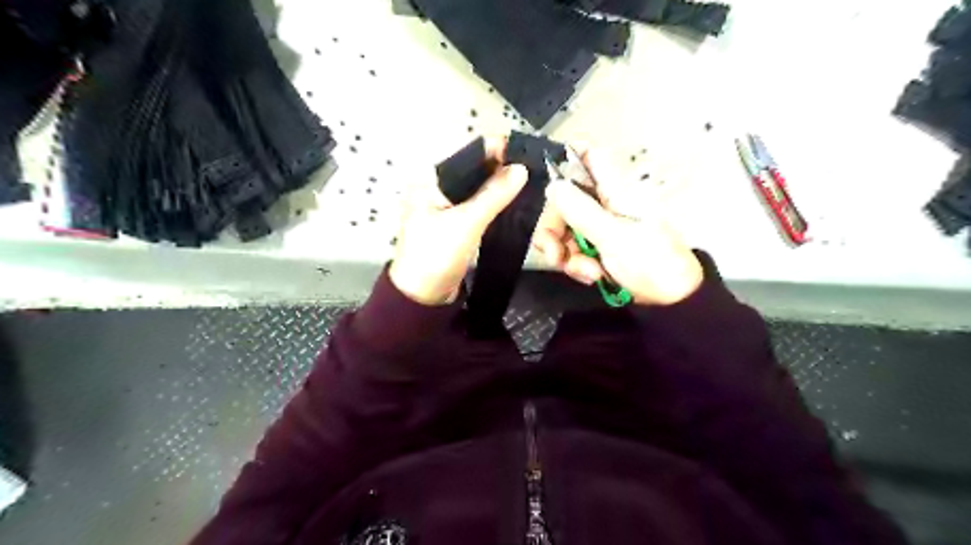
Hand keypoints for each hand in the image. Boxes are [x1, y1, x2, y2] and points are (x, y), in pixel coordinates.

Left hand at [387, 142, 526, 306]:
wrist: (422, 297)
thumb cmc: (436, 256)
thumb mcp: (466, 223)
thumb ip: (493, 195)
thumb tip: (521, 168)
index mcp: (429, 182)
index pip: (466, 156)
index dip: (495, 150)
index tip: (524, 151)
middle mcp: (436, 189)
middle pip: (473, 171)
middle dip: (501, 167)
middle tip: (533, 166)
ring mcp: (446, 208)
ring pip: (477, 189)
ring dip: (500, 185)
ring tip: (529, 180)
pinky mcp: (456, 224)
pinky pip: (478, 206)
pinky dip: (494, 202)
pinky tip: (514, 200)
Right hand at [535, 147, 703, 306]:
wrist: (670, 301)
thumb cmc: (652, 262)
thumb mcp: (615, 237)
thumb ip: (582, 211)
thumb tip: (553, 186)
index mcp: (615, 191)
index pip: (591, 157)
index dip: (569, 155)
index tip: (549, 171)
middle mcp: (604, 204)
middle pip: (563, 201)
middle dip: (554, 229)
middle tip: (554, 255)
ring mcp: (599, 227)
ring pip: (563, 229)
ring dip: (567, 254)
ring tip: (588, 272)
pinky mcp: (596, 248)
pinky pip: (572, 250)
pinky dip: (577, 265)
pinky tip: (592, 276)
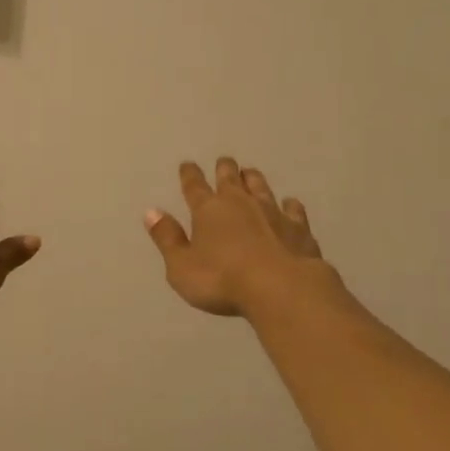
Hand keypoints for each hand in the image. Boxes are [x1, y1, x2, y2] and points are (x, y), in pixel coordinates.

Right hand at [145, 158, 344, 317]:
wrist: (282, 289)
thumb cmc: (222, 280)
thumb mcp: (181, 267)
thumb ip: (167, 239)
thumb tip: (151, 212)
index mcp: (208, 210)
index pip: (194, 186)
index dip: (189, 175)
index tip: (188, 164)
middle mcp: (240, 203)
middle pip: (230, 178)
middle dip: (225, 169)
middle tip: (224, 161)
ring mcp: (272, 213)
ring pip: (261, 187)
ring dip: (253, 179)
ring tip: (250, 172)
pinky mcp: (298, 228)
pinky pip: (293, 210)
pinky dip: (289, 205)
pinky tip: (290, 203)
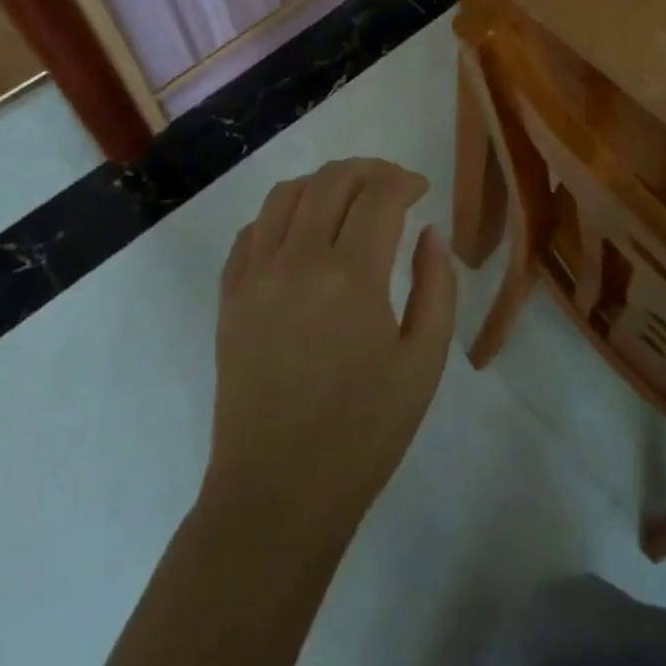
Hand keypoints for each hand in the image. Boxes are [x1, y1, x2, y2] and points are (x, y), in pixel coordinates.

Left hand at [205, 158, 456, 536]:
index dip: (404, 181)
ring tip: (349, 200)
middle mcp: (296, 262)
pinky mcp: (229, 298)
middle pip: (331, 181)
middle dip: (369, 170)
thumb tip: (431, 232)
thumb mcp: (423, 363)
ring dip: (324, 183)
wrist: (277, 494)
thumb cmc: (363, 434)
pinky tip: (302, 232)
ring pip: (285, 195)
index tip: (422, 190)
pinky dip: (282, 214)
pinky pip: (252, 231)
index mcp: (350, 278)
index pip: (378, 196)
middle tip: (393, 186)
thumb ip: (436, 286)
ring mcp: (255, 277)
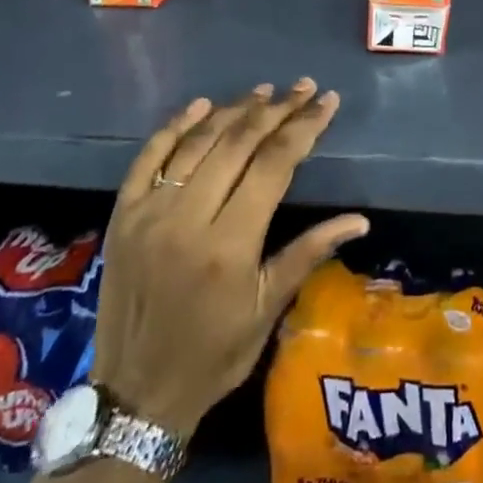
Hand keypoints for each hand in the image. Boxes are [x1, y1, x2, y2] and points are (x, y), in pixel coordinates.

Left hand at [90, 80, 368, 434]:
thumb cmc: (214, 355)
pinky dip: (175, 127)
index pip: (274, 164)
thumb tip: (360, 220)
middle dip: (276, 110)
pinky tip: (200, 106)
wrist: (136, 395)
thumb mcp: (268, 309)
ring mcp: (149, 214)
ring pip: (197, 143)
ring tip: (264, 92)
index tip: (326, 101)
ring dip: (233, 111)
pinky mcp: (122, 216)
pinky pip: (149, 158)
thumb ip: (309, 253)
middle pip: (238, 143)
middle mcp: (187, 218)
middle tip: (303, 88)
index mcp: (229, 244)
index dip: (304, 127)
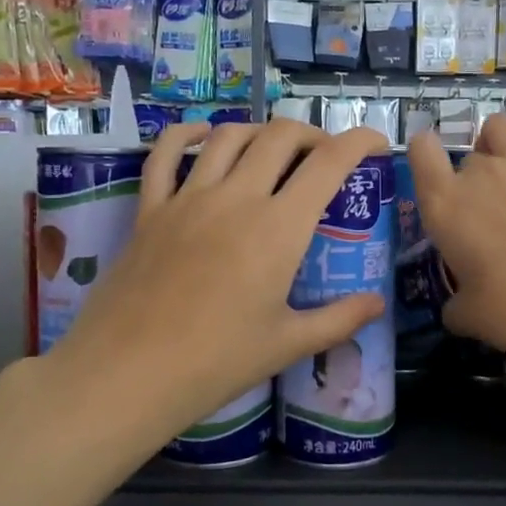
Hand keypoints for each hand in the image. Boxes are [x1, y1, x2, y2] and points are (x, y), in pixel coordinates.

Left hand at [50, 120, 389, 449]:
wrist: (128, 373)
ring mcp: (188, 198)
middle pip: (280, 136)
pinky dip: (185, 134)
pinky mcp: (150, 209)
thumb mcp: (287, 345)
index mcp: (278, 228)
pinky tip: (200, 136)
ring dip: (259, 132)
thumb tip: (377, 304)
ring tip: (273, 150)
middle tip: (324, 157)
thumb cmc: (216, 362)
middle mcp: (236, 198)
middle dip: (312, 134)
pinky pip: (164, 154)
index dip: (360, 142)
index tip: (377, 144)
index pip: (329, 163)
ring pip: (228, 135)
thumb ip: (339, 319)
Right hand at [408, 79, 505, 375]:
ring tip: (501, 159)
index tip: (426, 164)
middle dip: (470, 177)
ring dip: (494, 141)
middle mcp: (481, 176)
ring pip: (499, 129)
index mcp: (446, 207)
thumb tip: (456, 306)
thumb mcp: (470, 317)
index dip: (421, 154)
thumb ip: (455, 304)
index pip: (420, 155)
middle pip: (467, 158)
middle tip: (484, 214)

- Problem statement
Look above for the line holding "ring tip: (250, 172)" and output everything from it down to the line holding "ring dip: (324, 183)", both ends included, exactly and without images.

- Task solution
ring tip: (250, 172)
pinky mcp: (298, 228)
pinky pip: (293, 210)
pinky dip: (289, 205)
pinky tip: (290, 203)
Hand keypoints for each hand in the image. Boxes are [x1, y1, x2, y2] and points are (x, y), in pixel coordinates.

Left hand at [205, 158, 456, 536]:
index dip: (404, 181)
ring tip: (349, 200)
middle mcp: (296, 262)
pinky mcp: (229, 298)
middle pip: (331, 181)
middle dip: (369, 170)
thumb tip: (431, 232)
thumb mcp: (423, 363)
ring dip: (324, 183)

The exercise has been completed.